◆ PROBLEM
How many lines in the material below contain the word "EASUM"? Write only the number.

◆ MATERIAL PROVIDED
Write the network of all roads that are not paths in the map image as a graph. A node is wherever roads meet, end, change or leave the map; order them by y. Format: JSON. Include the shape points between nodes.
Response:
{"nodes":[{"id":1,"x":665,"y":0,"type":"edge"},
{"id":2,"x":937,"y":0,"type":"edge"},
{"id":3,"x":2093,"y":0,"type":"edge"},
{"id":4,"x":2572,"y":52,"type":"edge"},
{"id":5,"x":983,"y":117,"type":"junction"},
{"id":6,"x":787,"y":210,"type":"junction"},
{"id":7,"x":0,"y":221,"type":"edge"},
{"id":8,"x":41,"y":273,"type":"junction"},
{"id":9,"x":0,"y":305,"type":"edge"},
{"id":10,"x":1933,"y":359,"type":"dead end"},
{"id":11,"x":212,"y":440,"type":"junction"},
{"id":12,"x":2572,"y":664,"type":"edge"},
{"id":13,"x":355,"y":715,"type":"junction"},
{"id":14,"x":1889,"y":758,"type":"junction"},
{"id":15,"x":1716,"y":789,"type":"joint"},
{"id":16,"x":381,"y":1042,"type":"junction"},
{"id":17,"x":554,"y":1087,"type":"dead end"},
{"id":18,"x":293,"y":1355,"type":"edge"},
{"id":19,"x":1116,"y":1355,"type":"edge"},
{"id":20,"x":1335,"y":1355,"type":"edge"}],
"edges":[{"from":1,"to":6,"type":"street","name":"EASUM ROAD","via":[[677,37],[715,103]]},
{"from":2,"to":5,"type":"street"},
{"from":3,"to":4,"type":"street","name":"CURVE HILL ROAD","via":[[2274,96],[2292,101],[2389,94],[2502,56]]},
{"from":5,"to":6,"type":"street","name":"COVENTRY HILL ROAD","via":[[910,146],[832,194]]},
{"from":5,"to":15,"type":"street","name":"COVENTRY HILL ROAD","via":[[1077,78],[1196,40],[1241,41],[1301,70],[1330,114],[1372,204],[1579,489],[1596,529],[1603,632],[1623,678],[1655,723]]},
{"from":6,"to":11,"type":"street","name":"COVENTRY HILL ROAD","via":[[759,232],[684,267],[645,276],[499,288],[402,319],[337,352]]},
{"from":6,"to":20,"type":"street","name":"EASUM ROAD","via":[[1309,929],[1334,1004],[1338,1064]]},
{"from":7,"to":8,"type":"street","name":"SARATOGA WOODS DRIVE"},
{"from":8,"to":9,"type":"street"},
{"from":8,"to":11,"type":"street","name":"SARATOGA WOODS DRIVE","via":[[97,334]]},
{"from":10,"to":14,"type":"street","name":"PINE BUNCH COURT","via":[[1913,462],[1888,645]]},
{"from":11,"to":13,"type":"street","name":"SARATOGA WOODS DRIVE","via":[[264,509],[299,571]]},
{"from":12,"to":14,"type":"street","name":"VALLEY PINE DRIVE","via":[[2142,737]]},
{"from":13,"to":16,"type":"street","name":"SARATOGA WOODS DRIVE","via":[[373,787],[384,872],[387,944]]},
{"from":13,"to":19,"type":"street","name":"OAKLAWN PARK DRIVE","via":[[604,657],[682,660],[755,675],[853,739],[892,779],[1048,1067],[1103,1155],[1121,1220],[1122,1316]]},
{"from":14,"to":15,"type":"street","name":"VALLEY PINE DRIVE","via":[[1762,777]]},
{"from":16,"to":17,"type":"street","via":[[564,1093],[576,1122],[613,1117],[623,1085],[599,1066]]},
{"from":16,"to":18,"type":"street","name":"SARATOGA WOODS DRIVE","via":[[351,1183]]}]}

◆ EXERCISE ANSWER
2